Aim of the exercise: Because the images are not wanted, restate every line below word for word without them.

Records shown:

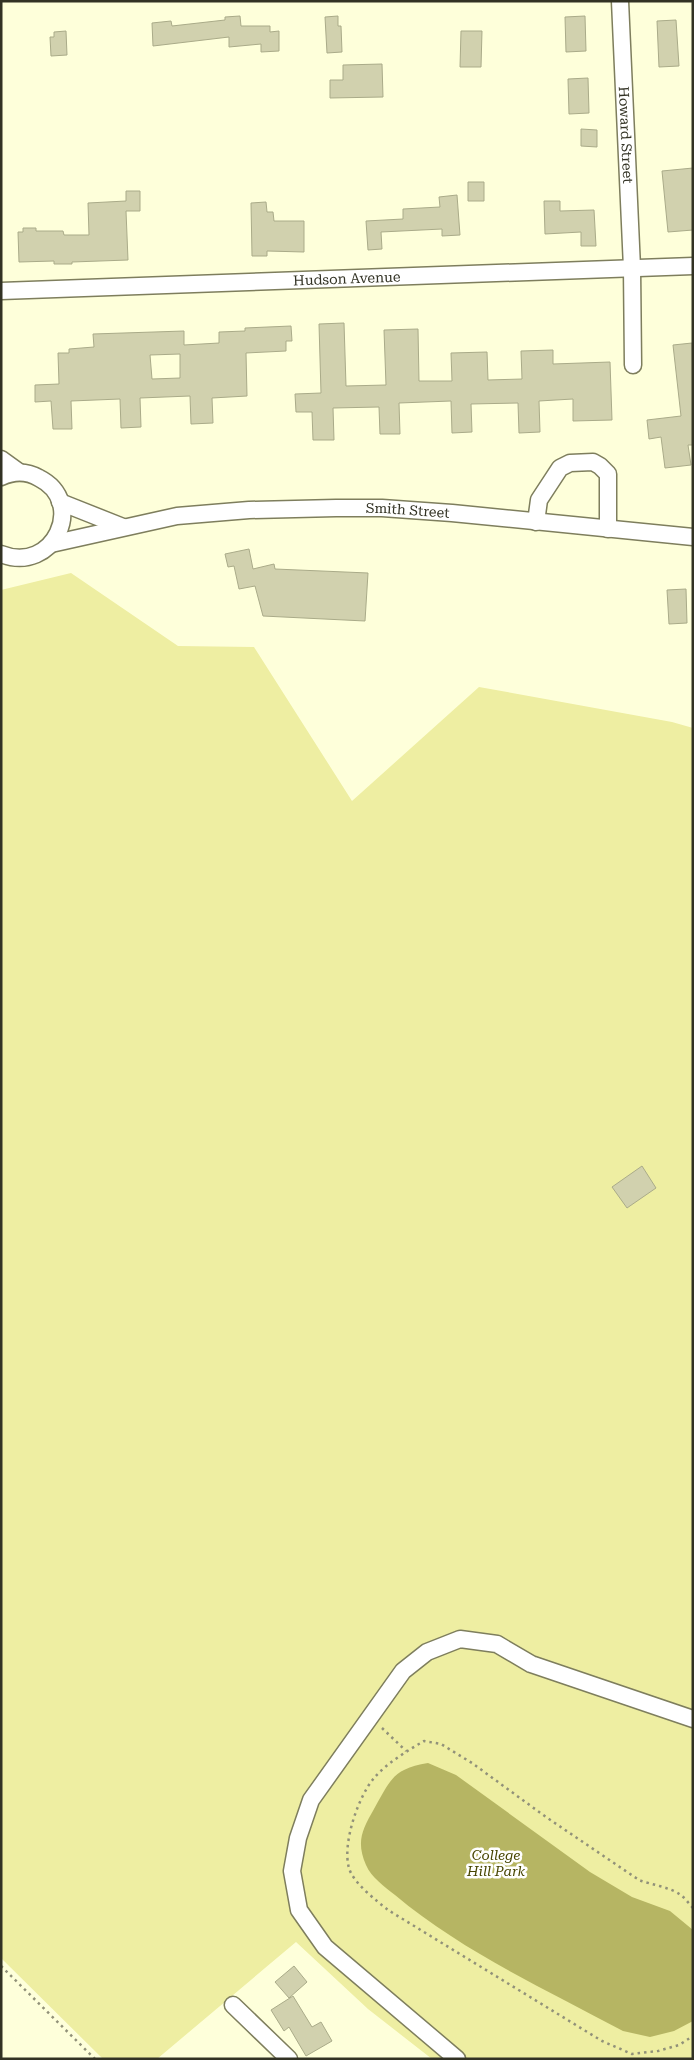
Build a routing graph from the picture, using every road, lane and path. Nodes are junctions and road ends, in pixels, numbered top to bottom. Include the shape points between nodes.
1 (620, 1) edge
2 (693, 266) edge
3 (632, 268) junction
4 (1, 291) edge
5 (634, 365) dead end
6 (1, 459) edge
7 (19, 472) junction
8 (1, 476) edge
9 (60, 502) junction
10 (536, 522) junction
11 (123, 527) junction
12 (608, 529) junction
13 (693, 537) edge
14 (51, 544) junction
15 (1, 554) edge
16 (370, 1717) junction
17 (693, 1719) edge
18 (406, 1751) junction
19 (693, 1908) edge
20 (1, 1966) edge
21 (233, 2005) dead end
22 (693, 2036) edge
23 (95, 2059) edge
24 (289, 2059) edge
25 (457, 2059) edge

1 - 3 street, Howard Street
2 - 3 street, Hudson Avenue
3 - 4 street, Hudson Avenue
3 - 5 street, Howard Street
6 - 7 street
7 - 8 street
7 - 9 street via 44,480
9 - 11 street
9 - 14 street via 61,524
10 - 11 street, Smith Street via 382,508 336,508 177,516
10 - 12 street, Smith Street
10 - 12 street via 539,500 560,468 570,463 593,462 608,474
11 - 14 street, Smith Street
12 - 13 street, Smith Street
14 - 15 street, Smith Street via 26,558
16 - 17 street via 403,1671 427,1652 460,1639 497,1644 531,1664
16 - 18 path
16 - 25 street via 312,1800 298,1838 292,1872 299,1910 325,1947
18 - 19 path via 424,1741 441,1744 472,1762 633,1876 656,1887 668,1888
18 - 22 path via 374,1778 358,1803 348,1838 349,1869 366,1892 416,1929 602,2041 624,2051 632,2054 658,2051 679,2045
20 - 23 path
21 - 24 street

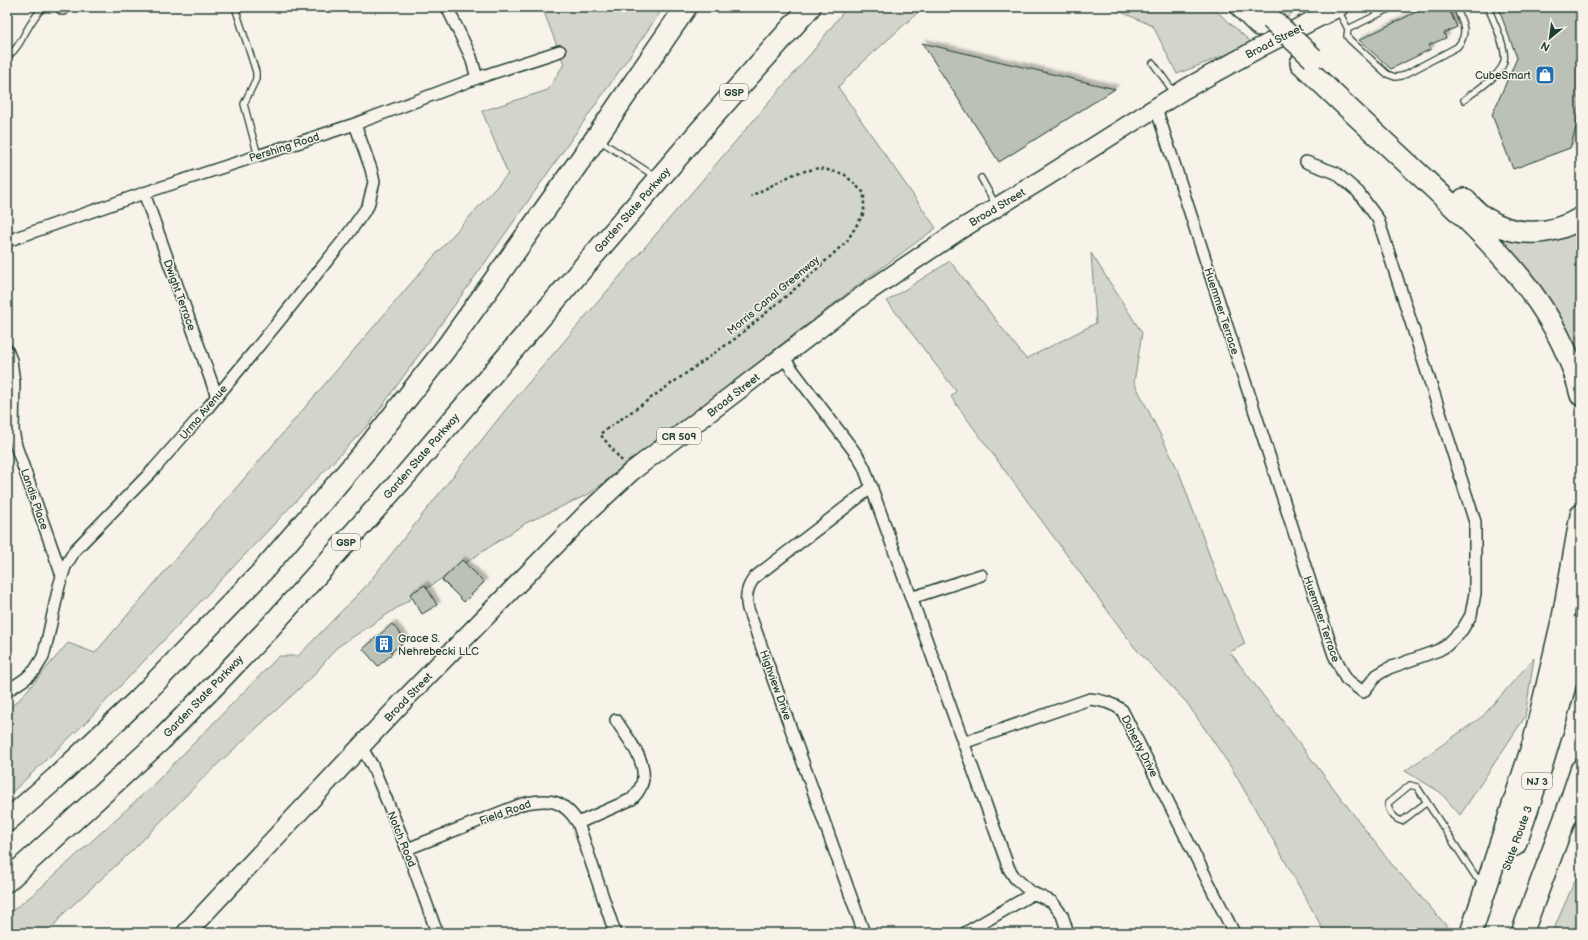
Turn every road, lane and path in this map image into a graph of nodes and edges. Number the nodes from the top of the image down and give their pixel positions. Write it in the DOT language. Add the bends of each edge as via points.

Task response:
Build a routing graph from the picture, using every road, lane and path. Nodes are junctions and road ends, in pixels, numbered top to bottom. Include the shape points between nodes.
1 (620, 1) edge
2 (693, 266) edge
3 (632, 268) junction
4 (1, 291) edge
5 (634, 365) dead end
6 (1, 459) edge
7 (19, 472) junction
8 (1, 476) edge
9 (60, 502) junction
10 (536, 522) junction
11 (123, 527) junction
12 (608, 529) junction
13 (693, 537) edge
14 (51, 544) junction
15 (1, 554) edge
16 (370, 1717) junction
17 (693, 1719) edge
18 (406, 1751) junction
19 (693, 1908) edge
20 (1, 1966) edge
21 (233, 2005) dead end
22 (693, 2036) edge
23 (95, 2059) edge
24 (289, 2059) edge
25 (457, 2059) edge

1 - 3 street, Howard Street
2 - 3 street, Hudson Avenue
3 - 4 street, Hudson Avenue
3 - 5 street, Howard Street
6 - 7 street
7 - 8 street
7 - 9 street via 44,480
9 - 11 street
9 - 14 street via 61,524
10 - 11 street, Smith Street via 382,508 336,508 177,516
10 - 12 street, Smith Street
10 - 12 street via 539,500 560,468 570,463 593,462 608,474
11 - 14 street, Smith Street
12 - 13 street, Smith Street
14 - 15 street, Smith Street via 26,558
16 - 17 street via 403,1671 427,1652 460,1639 497,1644 531,1664
16 - 18 path
16 - 25 street via 312,1800 298,1838 292,1872 299,1910 325,1947
18 - 19 path via 424,1741 441,1744 472,1762 633,1876 656,1887 668,1888
18 - 22 path via 374,1778 358,1803 348,1838 349,1869 366,1892 416,1929 602,2041 624,2051 632,2054 658,2051 679,2045
20 - 23 path
21 - 24 street

Turn every road, lane and path in this map image into a graph of nodes and edges. Number the nodes from the top of the image down and give their pixel positions. Write it in the DOT language. Add the bends of each edge as via points.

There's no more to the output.